Trilogy of historical novels by Erico Verissimo

O Tempo e o Vento (Time and the Wind) is a trilogy of historical novels by the Brazilian author Erico Verissimo, published between 1949 and 1962 and widely regarded as one of the greatest works of Brazilian literature of the 20th century. Composed of O Continente (1949), O Retrato (1951), and O Arquipélago (1961–1962), the trilogy spans seven volumes and follows two centuries of history in the state of Rio Grande do Sul, from the Jesuit Missions and the arrival of the first settlers in 1745 to the end of the Estado Novo dictatorship in 1945, through the multigenerational saga of the Terra, Cambará, and Amaral families in the fictional city of Santa Fé.
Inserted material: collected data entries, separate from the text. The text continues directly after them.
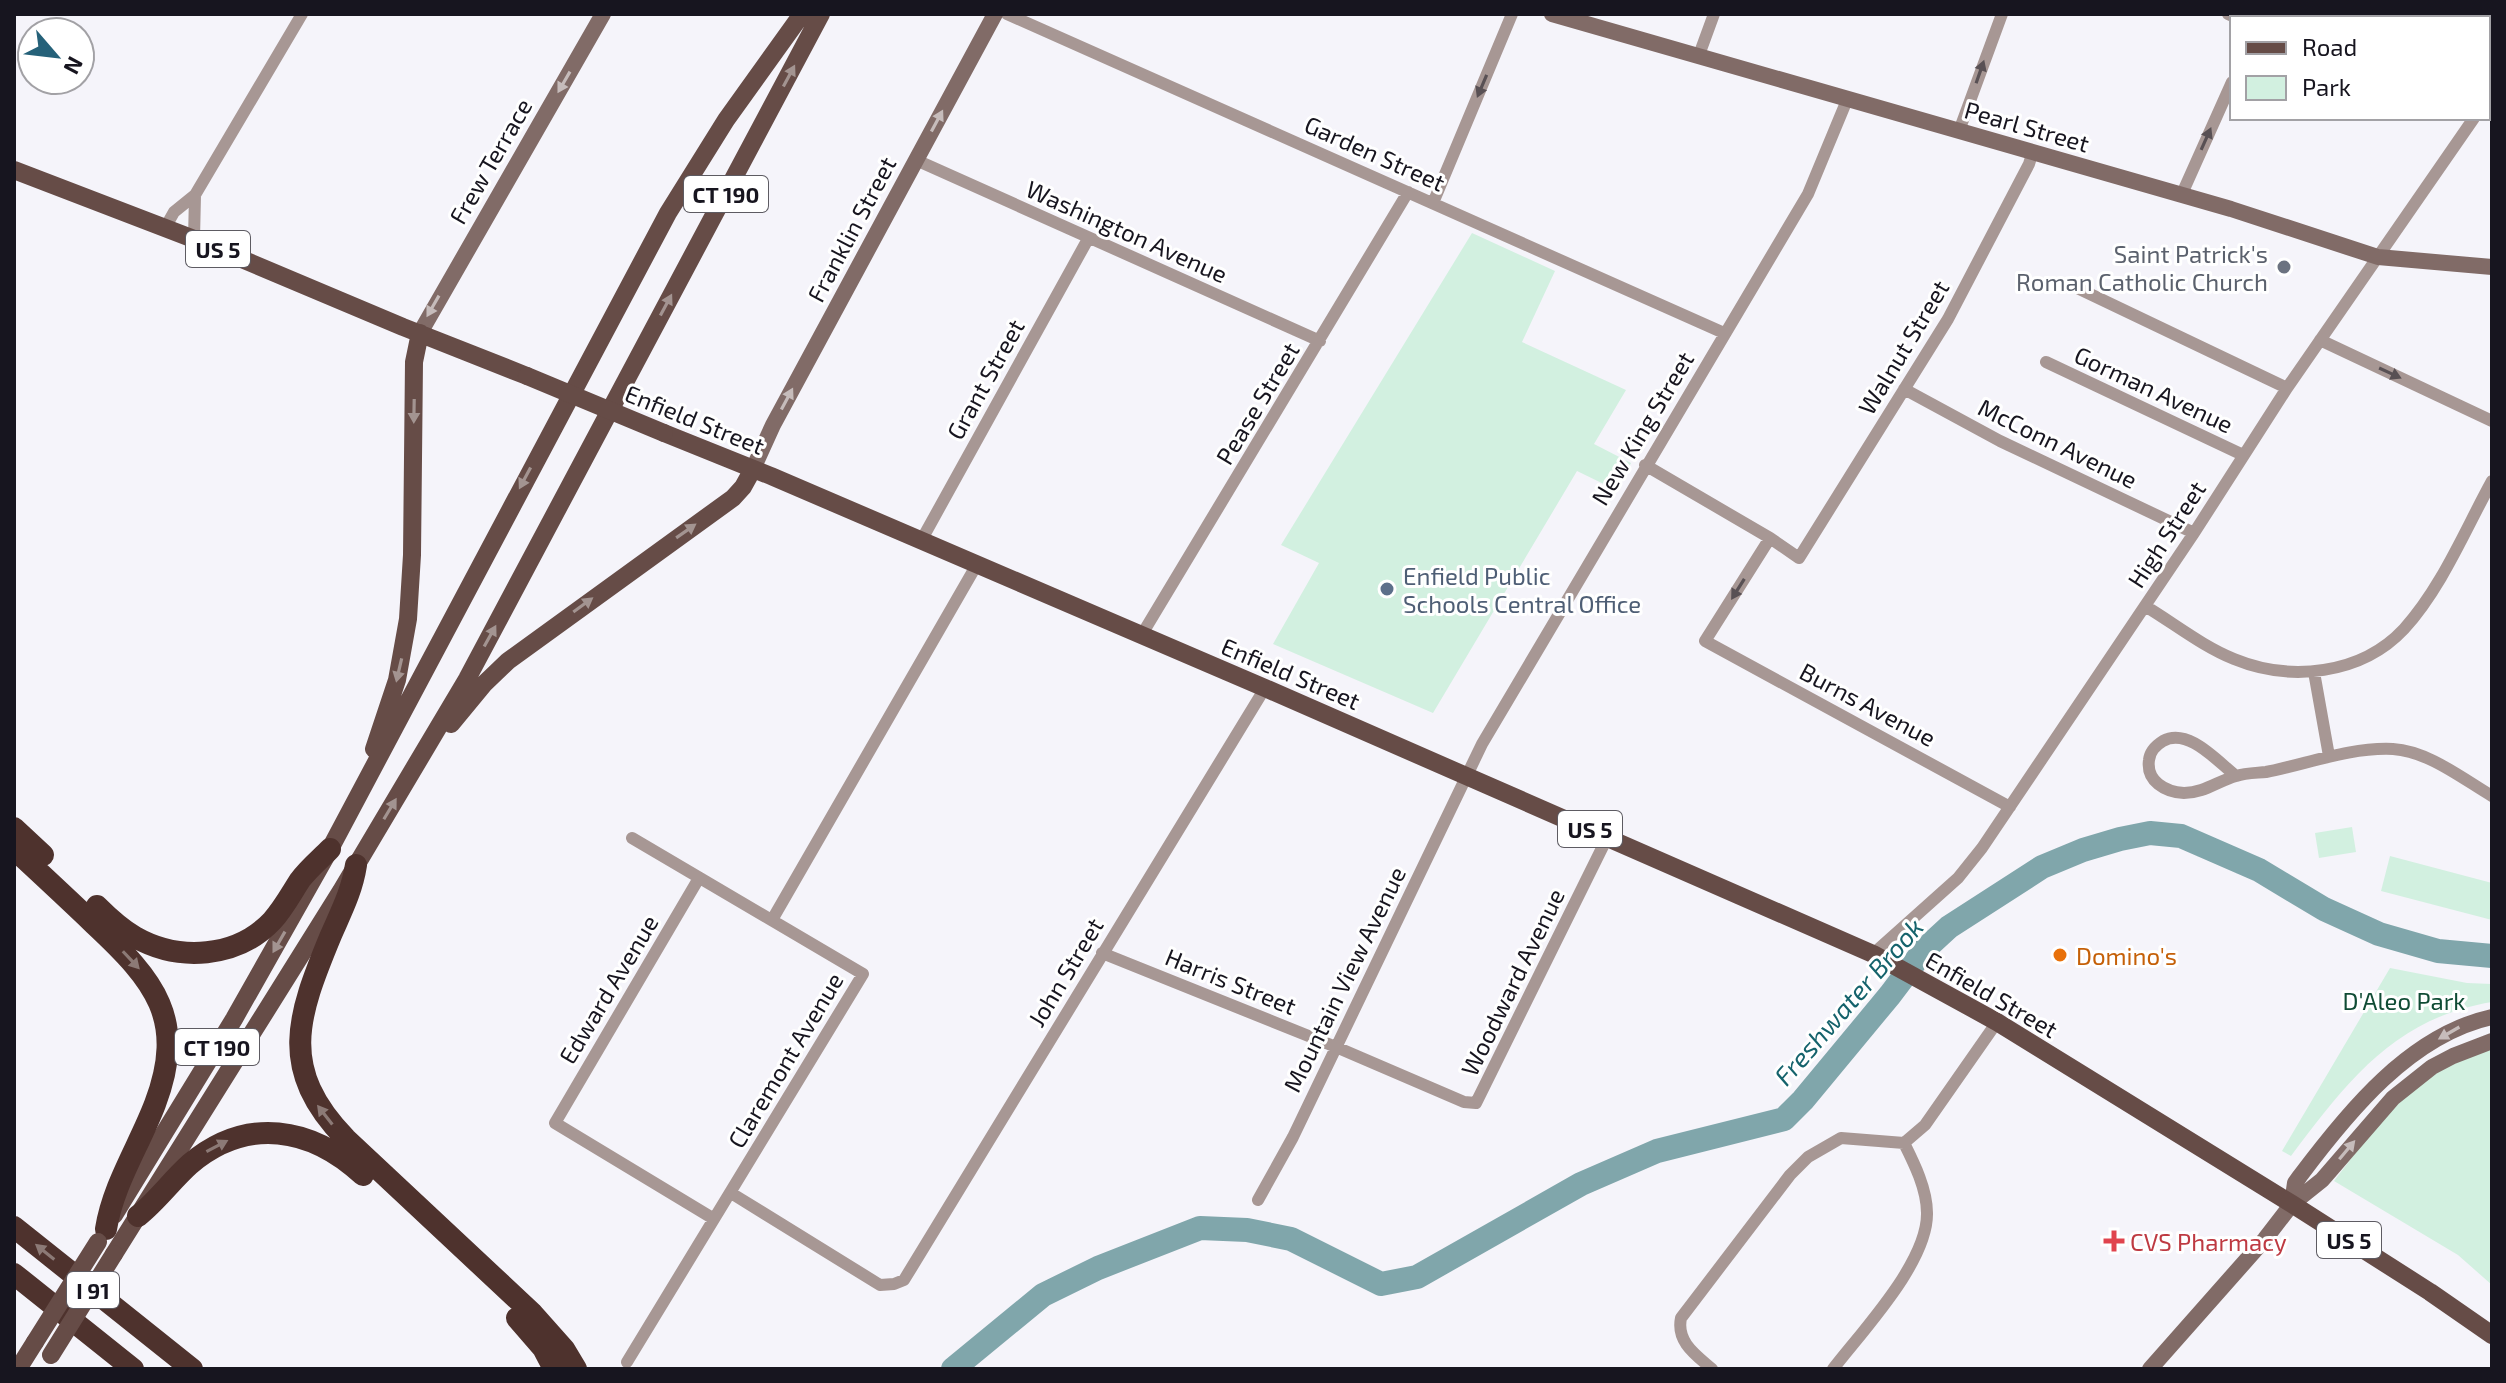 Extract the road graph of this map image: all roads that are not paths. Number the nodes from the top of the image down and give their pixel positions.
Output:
1 (302, 14) edge
2 (603, 14) edge
3 (802, 14) edge
4 (821, 14) edge
5 (995, 14) edge
6 (1007, 14) edge
7 (1512, 14) edge
8 (1552, 14) edge
9 (1714, 14) edge
10 (2002, 14) edge
11 (1699, 55) junction
12 (2230, 86) edge
13 (1847, 100) junction
14 (2473, 120) edge
15 (1959, 131) junction
16 (2033, 151) junction
17 (916, 160) junction
18 (14, 170) edge
19 (1408, 192) junction
20 (195, 195) junction
21 (2181, 196) junction
22 (1433, 203) junction
23 (165, 228) junction
24 (194, 239) junction
25 (1088, 239) junction
26 (2378, 257) junction
27 (2492, 267) edge
28 (2069, 284) dead end
29 (420, 333) junction
30 (1724, 333) junction
31 (2320, 340) junction
32 (1320, 341) junction
33 (2046, 362) dead end
34 (2287, 388) junction
35 (1904, 389) junction
36 (2492, 421) edge
37 (2243, 455) junction
38 (1645, 465) junction
39 (753, 469) junction
40 (2492, 481) edge
41 (2194, 533) junction
42 (1770, 538) junction
43 (921, 541) junction
44 (976, 566) junction
45 (2145, 606) junction
46 (1141, 636) junction
47 (2314, 672) junction
48 (1265, 688) junction
49 (424, 752) junction
50 (2329, 756) junction
51 (1467, 775) junction
52 (2236, 776) junction
53 (368, 780) junction
54 (2492, 796) edge
55 (2010, 807) junction
56 (14, 828) edge
57 (1608, 836) junction
58 (632, 838) dead end
59 (14, 849) edge
60 (330, 849) junction
61 (356, 865) junction
62 (699, 878) junction
63 (772, 920) junction
64 (1102, 953) junction
65 (1873, 954) junction
66 (2492, 1017) edge
67 (1997, 1022) junction
68 (2492, 1041) edge
69 (1336, 1047) junction
70 (1476, 1103) joint
71 (1904, 1143) junction
72 (731, 1193) junction
73 (1258, 1200) dead end
74 (2292, 1204) junction
75 (138, 1216) junction
76 (714, 1219) junction
77 (14, 1227) edge
78 (102, 1235) junction
79 (14, 1274) edge
80 (2492, 1335) edge
81 (172, 1353) junction
82 (46, 1362) edge
83 (627, 1362) dead end
84 (18, 1369) edge
85 (133, 1369) edge
86 (192, 1369) edge
87 (212, 1369) edge
88 (554, 1369) edge
89 (576, 1369) edge
90 (1712, 1369) edge
91 (1833, 1369) edge
92 (2150, 1369) edge

1 - 20 street
2 -> 29 street, Frew Terrace
3 -> 53 main road, CT 190
49 -> 4 main road, CT 190
17 -> 5 street, Franklin Street
6 - 19 street, Garden Street
7 -> 22 street
8 - 11 street, Pearl Street
9 - 11 street
15 -> 10 street
11 - 13 street, Pearl Street
21 -> 12 street
13 - 15 street, Pearl Street
13 - 30 street, New King Street
14 - 26 street, High Street
15 - 16 street, Pearl Street
16 - 21 street, Pearl Street
16 - 35 street, Walnut Street
17 - 25 street, Washington Avenue
39 -> 17 street, Franklin Street
18 - 23 main road, Enfield Street / US 5
19 - 22 street, Garden Street
19 - 32 street, Pease Street
20 - 23 street
20 - 24 street
21 - 26 street, Pearl Street
22 - 30 street, Garden Street
23 - 24 main road, Enfield Street / US 5
24 - 29 main road, Enfield Street / US 5
25 - 32 street, Washington Avenue
25 - 43 street, Grant Street
26 - 27 street, Pearl Street
26 - 31 street, High Street
28 - 34 street
29 - 39 main road, Enfield Street / US 5, bridge
29 -> 53 main road
30 - 38 street, New King Street
31 - 34 street, High Street
31 -> 36 street
32 - 46 street, Pease Street
33 - 37 street, Gorman Avenue
34 - 37 street, High Street
35 - 41 street, McConn Avenue
35 - 42 street, Walnut Street
37 - 41 street, High Street
38 - 42 street
38 - 51 street, New King Street
39 - 43 main road, Enfield Street / US 5
49 -> 39 main road
40 - 47 street
41 - 45 street, High Street
42 -> 55 street, Burns Avenue
43 - 44 main road, Enfield Street / US 5
44 - 46 main road, Enfield Street / US 5
44 - 63 street
45 - 47 street
45 - 55 street, High Street
46 - 48 main road, Enfield Street / US 5
47 - 50 street
48 - 51 main road, Enfield Street / US 5
48 - 64 street, John Street
61 -> 49 main road, CT 190
50 - 52 street
50 - 54 street
51 - 57 main road, Enfield Street / US 5
51 - 69 street, Mountain View Avenue
52 - 52 street
53 - 60 main road, CT 190
55 - 65 street, High Street
56 - 60 highway
57 - 65 main road, Enfield Street / US 5
57 - 70 street, Woodward Avenue
58 - 62 street
59 -> 78 highway
60 -> 78 main road, CT 190
61 - 75 main road, CT 190
89 -> 61 highway
62 - 63 street
62 - 76 street, Edward Avenue
63 - 72 street, Claremont Avenue
64 - 69 street, Harris Street
64 - 72 street, John Street
65 - 67 main road, Enfield Street / US 5
66 -> 74 street
67 - 71 street
67 - 74 main road, Enfield Street / US 5
74 -> 68 street
69 - 70 street, Harris Street
69 - 73 street, Mountain View Avenue
71 - 90 street
71 - 91 street
72 - 76 street, Claremont Avenue
74 - 80 main road, Enfield Street / US 5
74 - 92 street
75 - 82 main road, CT 190, bridge
75 -> 88 highway
76 - 83 street, Claremont Avenue
81 -> 77 highway, I 91
78 - 84 main road, CT 190, bridge
79 - 85 highway, I 91
81 - 86 highway, I 91
81 - 87 highway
Note: the first volume, O Continente, was translated into English by L. L. Barrett and published by Macmillan in 1951 under the title Time and the Wind, giving the misleading impression that it represents the whole trilogy. O Retrato and O Arquipélago have not been translated into English.

Across more than three thousand pages, Verissimo constructs an epic panorama encompassing wars, revolutions, racial mixing, political transformations, and the forging of a cultural identity. For critic Flávio Loureiro Chaves, the work gave Brazilian historical fiction "the key to its formal resolution" and marks "one of the strongest points of our dialogue with Western literature." Scholars Bordini and Zilberman define it as a "founding novel" that accomplished what Brazilian writers had long attempted: to show the composition of the nation across its social, ethnic, and economic dimensions.

The trilogy exerted a recognized influence on writers throughout Latin America. Gabriel García Márquez, winner of the Nobel Prize in Literature in 1982, stated that O Tempo e o Vento was one of three novels he studied before writing One Hundred Years of Solitude, and that the fictional city of Macondo was inspired by Santa Fé.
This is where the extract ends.